WORK INSTRUCTIONS: Retype the data exactly, so that every line matches the original.

SUPPLIED MATERIAL:
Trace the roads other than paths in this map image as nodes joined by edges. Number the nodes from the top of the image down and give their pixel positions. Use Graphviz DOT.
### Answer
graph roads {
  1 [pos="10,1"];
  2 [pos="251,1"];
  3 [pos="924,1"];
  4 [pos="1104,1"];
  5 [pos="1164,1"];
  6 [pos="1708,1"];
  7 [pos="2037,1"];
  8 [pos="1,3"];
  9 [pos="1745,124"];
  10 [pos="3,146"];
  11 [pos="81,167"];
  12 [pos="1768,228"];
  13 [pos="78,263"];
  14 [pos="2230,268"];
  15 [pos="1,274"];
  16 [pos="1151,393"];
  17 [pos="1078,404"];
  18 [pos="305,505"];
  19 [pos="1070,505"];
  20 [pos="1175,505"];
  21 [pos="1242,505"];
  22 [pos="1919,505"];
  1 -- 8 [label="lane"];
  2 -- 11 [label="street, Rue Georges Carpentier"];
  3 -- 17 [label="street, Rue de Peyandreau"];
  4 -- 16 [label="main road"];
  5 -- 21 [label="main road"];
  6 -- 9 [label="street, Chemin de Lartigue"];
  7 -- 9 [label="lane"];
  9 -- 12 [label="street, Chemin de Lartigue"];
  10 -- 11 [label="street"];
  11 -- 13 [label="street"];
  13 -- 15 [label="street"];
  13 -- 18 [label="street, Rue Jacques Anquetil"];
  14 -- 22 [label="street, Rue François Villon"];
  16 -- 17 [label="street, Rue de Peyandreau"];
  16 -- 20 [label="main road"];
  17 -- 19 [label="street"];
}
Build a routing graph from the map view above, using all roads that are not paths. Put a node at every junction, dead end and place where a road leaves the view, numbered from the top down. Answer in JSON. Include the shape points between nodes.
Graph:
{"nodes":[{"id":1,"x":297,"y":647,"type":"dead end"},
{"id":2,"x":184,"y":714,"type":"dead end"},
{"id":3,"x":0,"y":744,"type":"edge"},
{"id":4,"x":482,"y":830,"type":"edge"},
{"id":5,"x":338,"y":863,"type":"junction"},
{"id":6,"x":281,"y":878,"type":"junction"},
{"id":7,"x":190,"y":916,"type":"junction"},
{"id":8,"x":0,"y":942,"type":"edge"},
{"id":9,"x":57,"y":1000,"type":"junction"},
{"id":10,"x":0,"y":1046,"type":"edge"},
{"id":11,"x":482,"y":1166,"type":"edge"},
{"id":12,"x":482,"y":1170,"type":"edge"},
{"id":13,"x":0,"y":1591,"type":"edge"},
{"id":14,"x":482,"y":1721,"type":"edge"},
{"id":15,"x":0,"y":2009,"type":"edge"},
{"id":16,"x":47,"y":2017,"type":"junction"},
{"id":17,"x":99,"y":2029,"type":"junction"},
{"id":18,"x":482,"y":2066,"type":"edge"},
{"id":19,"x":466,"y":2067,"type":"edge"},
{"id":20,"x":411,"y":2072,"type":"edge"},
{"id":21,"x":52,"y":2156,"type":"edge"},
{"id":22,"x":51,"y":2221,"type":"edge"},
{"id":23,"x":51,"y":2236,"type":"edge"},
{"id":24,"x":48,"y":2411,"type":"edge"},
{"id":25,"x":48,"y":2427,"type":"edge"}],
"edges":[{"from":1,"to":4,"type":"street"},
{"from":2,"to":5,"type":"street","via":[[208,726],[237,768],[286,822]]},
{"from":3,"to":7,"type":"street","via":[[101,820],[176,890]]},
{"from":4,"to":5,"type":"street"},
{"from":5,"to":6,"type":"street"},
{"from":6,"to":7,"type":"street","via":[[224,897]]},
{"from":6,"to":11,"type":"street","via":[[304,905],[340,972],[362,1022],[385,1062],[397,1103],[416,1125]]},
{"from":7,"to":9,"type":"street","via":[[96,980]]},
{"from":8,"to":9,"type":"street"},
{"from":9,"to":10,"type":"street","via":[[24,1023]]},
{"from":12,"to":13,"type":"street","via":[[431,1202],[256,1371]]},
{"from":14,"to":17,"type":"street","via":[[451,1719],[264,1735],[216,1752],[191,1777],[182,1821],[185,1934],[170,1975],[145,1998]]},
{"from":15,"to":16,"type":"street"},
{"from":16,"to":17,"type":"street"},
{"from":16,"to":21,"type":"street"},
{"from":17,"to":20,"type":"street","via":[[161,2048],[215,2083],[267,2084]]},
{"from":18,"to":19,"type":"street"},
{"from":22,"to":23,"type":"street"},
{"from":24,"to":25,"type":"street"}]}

WRITTEN SOLUTION:
Trace the roads other than paths in this map image as nodes joined by edges. Number the nodes from the top of the image down and give their pixel positions. Use Graphviz DOT.
### Answer
graph roads {
  1 [pos="10,1"];
  2 [pos="251,1"];
  3 [pos="924,1"];
  4 [pos="1104,1"];
  5 [pos="1164,1"];
  6 [pos="1708,1"];
  7 [pos="2037,1"];
  8 [pos="1,3"];
  9 [pos="1745,124"];
  10 [pos="3,146"];
  11 [pos="81,167"];
  12 [pos="1768,228"];
  13 [pos="78,263"];
  14 [pos="2230,268"];
  15 [pos="1,274"];
  16 [pos="1151,393"];
  17 [pos="1078,404"];
  18 [pos="305,505"];
  19 [pos="1070,505"];
  20 [pos="1175,505"];
  21 [pos="1242,505"];
  22 [pos="1919,505"];
  1 -- 8 [label="lane"];
  2 -- 11 [label="street, Rue Georges Carpentier"];
  3 -- 17 [label="street, Rue de Peyandreau"];
  4 -- 16 [label="main road"];
  5 -- 21 [label="main road"];
  6 -- 9 [label="street, Chemin de Lartigue"];
  7 -- 9 [label="lane"];
  9 -- 12 [label="street, Chemin de Lartigue"];
  10 -- 11 [label="street"];
  11 -- 13 [label="street"];
  13 -- 15 [label="street"];
  13 -- 18 [label="street, Rue Jacques Anquetil"];
  14 -- 22 [label="street, Rue François Villon"];
  16 -- 17 [label="street, Rue de Peyandreau"];
  16 -- 20 [label="main road"];
  17 -- 19 [label="street"];
}
Build a routing graph from the map view above, using all roads that are not paths. Put a node at every junction, dead end and place where a road leaves the view, numbered from the top down. Answer in JSON. Include the shape points between nodes.
Graph:
{"nodes":[{"id":1,"x":297,"y":647,"type":"dead end"},
{"id":2,"x":184,"y":714,"type":"dead end"},
{"id":3,"x":0,"y":744,"type":"edge"},
{"id":4,"x":482,"y":830,"type":"edge"},
{"id":5,"x":338,"y":863,"type":"junction"},
{"id":6,"x":281,"y":878,"type":"junction"},
{"id":7,"x":190,"y":916,"type":"junction"},
{"id":8,"x":0,"y":942,"type":"edge"},
{"id":9,"x":57,"y":1000,"type":"junction"},
{"id":10,"x":0,"y":1046,"type":"edge"},
{"id":11,"x":482,"y":1166,"type":"edge"},
{"id":12,"x":482,"y":1170,"type":"edge"},
{"id":13,"x":0,"y":1591,"type":"edge"},
{"id":14,"x":482,"y":1721,"type":"edge"},
{"id":15,"x":0,"y":2009,"type":"edge"},
{"id":16,"x":47,"y":2017,"type":"junction"},
{"id":17,"x":99,"y":2029,"type":"junction"},
{"id":18,"x":482,"y":2066,"type":"edge"},
{"id":19,"x":466,"y":2067,"type":"edge"},
{"id":20,"x":411,"y":2072,"type":"edge"},
{"id":21,"x":52,"y":2156,"type":"edge"},
{"id":22,"x":51,"y":2221,"type":"edge"},
{"id":23,"x":51,"y":2236,"type":"edge"},
{"id":24,"x":48,"y":2411,"type":"edge"},
{"id":25,"x":48,"y":2427,"type":"edge"}],
"edges":[{"from":1,"to":4,"type":"street"},
{"from":2,"to":5,"type":"street","via":[[208,726],[237,768],[286,822]]},
{"from":3,"to":7,"type":"street","via":[[101,820],[176,890]]},
{"from":4,"to":5,"type":"street"},
{"from":5,"to":6,"type":"street"},
{"from":6,"to":7,"type":"street","via":[[224,897]]},
{"from":6,"to":11,"type":"street","via":[[304,905],[340,972],[362,1022],[385,1062],[397,1103],[416,1125]]},
{"from":7,"to":9,"type":"street","via":[[96,980]]},
{"from":8,"to":9,"type":"street"},
{"from":9,"to":10,"type":"street","via":[[24,1023]]},
{"from":12,"to":13,"type":"street","via":[[431,1202],[256,1371]]},
{"from":14,"to":17,"type":"street","via":[[451,1719],[264,1735],[216,1752],[191,1777],[182,1821],[185,1934],[170,1975],[145,1998]]},
{"from":15,"to":16,"type":"street"},
{"from":16,"to":17,"type":"street"},
{"from":16,"to":21,"type":"street"},
{"from":17,"to":20,"type":"street","via":[[161,2048],[215,2083],[267,2084]]},
{"from":18,"to":19,"type":"street"},
{"from":22,"to":23,"type":"street"},
{"from":24,"to":25,"type":"street"}]}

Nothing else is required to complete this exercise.